Much like sex addicts, love addicts are searching for something outside of themselves – a person, relationship, or experience – to provide them with the emotional and life stability they lack. In other words, love addicts use their intensely stimulating romantic experiences to (temporarily) fix themselves and feel emotionally stable. Happily, in a similar fashion to sex addicts – and, in fact, in many of the same treatment and self-help venues – love addicts can find the help they need.

Once again, there is great love here… 

So How Can I heal Myself or as Russell says Are You Ready to UnFucked Yourself?

  • First Step is to be aware of your behaviors, about your addictions and truly recognize and admit them. you suck, it’s okay. Now let’s work on it.
  •  By bringing self-awareness each time you want to watch porn, or seek for hook up, ask yourself why? what am I looking for? Am I escaping an uncomfortable feeling with myself right now? Am I avoiding something? Why I’m gonna fuck this girl…? 
  • Who is talking? Is my ego sad, or struggling with something right now… Am I feeling alone, or lonely? Am I feeding my pain body, my suffering body…
  • Am I covering pain, or something from childhood…? rejection, abandoned? 

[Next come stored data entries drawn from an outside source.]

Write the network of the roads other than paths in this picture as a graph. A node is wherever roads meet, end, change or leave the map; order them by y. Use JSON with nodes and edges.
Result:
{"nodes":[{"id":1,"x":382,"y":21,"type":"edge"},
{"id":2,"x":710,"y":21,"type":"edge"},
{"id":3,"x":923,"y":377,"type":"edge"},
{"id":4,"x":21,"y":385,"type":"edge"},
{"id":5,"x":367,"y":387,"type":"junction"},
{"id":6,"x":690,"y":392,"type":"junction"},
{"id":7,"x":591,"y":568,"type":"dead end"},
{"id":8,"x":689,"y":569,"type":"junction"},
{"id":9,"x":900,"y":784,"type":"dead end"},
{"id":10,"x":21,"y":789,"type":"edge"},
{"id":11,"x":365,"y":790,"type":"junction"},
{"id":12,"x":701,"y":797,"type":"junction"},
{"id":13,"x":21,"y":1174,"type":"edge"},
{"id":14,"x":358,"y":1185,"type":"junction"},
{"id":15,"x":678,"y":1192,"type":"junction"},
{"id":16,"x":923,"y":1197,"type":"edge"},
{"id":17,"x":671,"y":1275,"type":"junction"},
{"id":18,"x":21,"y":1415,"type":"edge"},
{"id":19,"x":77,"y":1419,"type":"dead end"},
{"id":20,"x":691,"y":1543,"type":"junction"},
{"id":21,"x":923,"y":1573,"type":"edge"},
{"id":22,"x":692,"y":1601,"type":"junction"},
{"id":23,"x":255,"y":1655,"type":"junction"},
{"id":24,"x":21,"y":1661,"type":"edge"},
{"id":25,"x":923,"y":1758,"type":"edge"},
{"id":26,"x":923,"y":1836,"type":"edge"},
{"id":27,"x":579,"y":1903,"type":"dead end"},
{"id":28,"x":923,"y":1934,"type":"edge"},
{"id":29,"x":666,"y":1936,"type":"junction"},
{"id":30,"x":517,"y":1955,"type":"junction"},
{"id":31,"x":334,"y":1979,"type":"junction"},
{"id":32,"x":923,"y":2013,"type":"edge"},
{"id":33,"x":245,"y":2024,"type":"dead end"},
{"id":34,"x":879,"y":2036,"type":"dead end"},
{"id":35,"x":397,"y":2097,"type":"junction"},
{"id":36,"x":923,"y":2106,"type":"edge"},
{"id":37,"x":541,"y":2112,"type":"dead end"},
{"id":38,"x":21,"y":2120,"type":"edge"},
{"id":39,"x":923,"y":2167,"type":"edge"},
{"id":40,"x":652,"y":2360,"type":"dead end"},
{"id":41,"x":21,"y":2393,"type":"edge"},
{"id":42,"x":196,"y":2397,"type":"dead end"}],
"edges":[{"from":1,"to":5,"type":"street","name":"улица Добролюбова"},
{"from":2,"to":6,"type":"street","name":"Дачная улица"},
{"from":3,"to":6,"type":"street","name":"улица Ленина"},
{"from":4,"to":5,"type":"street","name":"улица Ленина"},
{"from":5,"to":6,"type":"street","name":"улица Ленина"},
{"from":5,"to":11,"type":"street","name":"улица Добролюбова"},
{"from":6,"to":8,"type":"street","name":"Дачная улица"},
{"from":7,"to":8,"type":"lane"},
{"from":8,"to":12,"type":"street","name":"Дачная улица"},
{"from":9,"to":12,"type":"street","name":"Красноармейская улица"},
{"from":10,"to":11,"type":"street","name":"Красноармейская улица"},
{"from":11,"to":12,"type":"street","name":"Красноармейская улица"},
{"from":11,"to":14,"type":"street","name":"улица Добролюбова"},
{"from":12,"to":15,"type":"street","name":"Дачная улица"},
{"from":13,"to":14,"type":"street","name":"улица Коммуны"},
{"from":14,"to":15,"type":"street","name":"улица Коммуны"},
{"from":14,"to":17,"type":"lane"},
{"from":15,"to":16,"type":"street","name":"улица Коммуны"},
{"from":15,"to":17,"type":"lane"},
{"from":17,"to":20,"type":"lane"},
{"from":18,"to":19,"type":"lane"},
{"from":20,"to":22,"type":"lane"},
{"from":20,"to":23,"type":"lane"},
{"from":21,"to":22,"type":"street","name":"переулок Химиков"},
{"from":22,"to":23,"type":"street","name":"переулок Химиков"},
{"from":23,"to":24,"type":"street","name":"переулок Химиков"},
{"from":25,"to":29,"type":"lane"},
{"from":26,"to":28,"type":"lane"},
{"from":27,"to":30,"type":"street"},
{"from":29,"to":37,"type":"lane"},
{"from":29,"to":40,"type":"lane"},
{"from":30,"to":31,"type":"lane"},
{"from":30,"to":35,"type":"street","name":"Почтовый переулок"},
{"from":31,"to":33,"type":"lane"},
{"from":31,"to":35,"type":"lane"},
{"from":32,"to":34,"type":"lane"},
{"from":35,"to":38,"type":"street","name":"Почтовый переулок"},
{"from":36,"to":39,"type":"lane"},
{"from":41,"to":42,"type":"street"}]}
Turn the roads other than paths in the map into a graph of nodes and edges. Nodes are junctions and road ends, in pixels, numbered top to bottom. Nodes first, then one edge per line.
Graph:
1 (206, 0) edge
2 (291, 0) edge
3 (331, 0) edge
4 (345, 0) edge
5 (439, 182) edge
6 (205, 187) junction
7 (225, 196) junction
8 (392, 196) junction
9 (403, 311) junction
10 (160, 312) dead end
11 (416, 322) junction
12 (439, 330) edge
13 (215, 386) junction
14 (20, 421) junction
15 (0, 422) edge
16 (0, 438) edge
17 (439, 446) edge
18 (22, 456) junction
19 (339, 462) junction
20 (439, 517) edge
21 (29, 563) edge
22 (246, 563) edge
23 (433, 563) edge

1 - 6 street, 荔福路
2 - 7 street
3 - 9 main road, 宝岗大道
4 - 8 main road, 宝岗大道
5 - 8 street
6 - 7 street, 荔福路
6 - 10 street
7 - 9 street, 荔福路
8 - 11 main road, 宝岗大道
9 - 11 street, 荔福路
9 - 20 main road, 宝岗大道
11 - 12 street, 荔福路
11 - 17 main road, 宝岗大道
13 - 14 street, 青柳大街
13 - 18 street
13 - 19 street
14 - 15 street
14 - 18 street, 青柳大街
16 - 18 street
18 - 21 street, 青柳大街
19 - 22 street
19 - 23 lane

And I can continue more and more by digging into this self-reflection process… This is how I sort myself out of this shit… 

Sexuality is the most beautiful thing in the world, it’s our divine connection to god, to love, to pure consciousness, and being aware of our relationship is the beginning of our freedom. 

Work on your wounds, work on yourself as we are evolving to the 5D so quickly, so no more hiding, no more excuses. Bring awareness and Love yourself.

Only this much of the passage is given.